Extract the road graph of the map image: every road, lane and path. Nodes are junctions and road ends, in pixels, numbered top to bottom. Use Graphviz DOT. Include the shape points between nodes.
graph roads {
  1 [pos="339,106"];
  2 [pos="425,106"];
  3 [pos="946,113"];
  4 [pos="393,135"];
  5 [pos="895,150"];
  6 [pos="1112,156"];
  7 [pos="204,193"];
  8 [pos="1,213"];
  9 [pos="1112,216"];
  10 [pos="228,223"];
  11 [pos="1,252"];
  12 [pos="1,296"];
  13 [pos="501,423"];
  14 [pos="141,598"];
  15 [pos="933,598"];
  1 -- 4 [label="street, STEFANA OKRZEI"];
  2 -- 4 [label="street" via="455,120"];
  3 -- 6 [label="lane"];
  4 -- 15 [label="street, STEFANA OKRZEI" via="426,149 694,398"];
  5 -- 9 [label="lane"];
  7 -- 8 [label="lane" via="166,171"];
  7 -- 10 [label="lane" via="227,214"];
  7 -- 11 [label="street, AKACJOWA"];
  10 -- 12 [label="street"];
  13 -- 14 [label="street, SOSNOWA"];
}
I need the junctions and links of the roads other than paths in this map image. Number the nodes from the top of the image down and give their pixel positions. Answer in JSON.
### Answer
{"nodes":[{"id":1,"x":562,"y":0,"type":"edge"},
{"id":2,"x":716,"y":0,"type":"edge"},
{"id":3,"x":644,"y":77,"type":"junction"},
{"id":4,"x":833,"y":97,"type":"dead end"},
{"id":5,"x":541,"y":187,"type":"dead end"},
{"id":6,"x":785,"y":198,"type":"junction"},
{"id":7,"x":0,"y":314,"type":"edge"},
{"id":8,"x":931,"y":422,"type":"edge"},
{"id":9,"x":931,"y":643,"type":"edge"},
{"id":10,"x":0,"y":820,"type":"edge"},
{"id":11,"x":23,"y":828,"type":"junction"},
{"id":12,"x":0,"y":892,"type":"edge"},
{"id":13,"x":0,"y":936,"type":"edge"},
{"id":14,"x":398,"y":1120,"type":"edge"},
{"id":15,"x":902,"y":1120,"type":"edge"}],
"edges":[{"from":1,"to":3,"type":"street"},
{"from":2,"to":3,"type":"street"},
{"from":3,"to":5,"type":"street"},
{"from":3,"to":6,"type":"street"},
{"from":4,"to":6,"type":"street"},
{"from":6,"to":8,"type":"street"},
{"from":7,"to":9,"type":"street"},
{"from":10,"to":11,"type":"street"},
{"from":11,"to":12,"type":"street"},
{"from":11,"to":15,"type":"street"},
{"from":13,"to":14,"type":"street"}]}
= = =
- Work instruction -
Print all of the data exactly as it was given.

- Reply to the task -
Extract the road graph of the map image: every road, lane and path. Nodes are junctions and road ends, in pixels, numbered top to bottom. Use Graphviz DOT. Include the shape points between nodes.
graph roads {
  1 [pos="339,106"];
  2 [pos="425,106"];
  3 [pos="946,113"];
  4 [pos="393,135"];
  5 [pos="895,150"];
  6 [pos="1112,156"];
  7 [pos="204,193"];
  8 [pos="1,213"];
  9 [pos="1112,216"];
  10 [pos="228,223"];
  11 [pos="1,252"];
  12 [pos="1,296"];
  13 [pos="501,423"];
  14 [pos="141,598"];
  15 [pos="933,598"];
  1 -- 4 [label="street, STEFANA OKRZEI"];
  2 -- 4 [label="street" via="455,120"];
  3 -- 6 [label="lane"];
  4 -- 15 [label="street, STEFANA OKRZEI" via="426,149 694,398"];
  5 -- 9 [label="lane"];
  7 -- 8 [label="lane" via="166,171"];
  7 -- 10 [label="lane" via="227,214"];
  7 -- 11 [label="street, AKACJOWA"];
  10 -- 12 [label="street"];
  13 -- 14 [label="street, SOSNOWA"];
}
I need the junctions and links of the roads other than paths in this map image. Number the nodes from the top of the image down and give their pixel positions. Answer in JSON.
### Answer
{"nodes":[{"id":1,"x":562,"y":0,"type":"edge"},
{"id":2,"x":716,"y":0,"type":"edge"},
{"id":3,"x":644,"y":77,"type":"junction"},
{"id":4,"x":833,"y":97,"type":"dead end"},
{"id":5,"x":541,"y":187,"type":"dead end"},
{"id":6,"x":785,"y":198,"type":"junction"},
{"id":7,"x":0,"y":314,"type":"edge"},
{"id":8,"x":931,"y":422,"type":"edge"},
{"id":9,"x":931,"y":643,"type":"edge"},
{"id":10,"x":0,"y":820,"type":"edge"},
{"id":11,"x":23,"y":828,"type":"junction"},
{"id":12,"x":0,"y":892,"type":"edge"},
{"id":13,"x":0,"y":936,"type":"edge"},
{"id":14,"x":398,"y":1120,"type":"edge"},
{"id":15,"x":902,"y":1120,"type":"edge"}],
"edges":[{"from":1,"to":3,"type":"street"},
{"from":2,"to":3,"type":"street"},
{"from":3,"to":5,"type":"street"},
{"from":3,"to":6,"type":"street"},
{"from":4,"to":6,"type":"street"},
{"from":6,"to":8,"type":"street"},
{"from":7,"to":9,"type":"street"},
{"from":10,"to":11,"type":"street"},
{"from":11,"to":12,"type":"street"},
{"from":11,"to":15,"type":"street"},
{"from":13,"to":14,"type":"street"}]}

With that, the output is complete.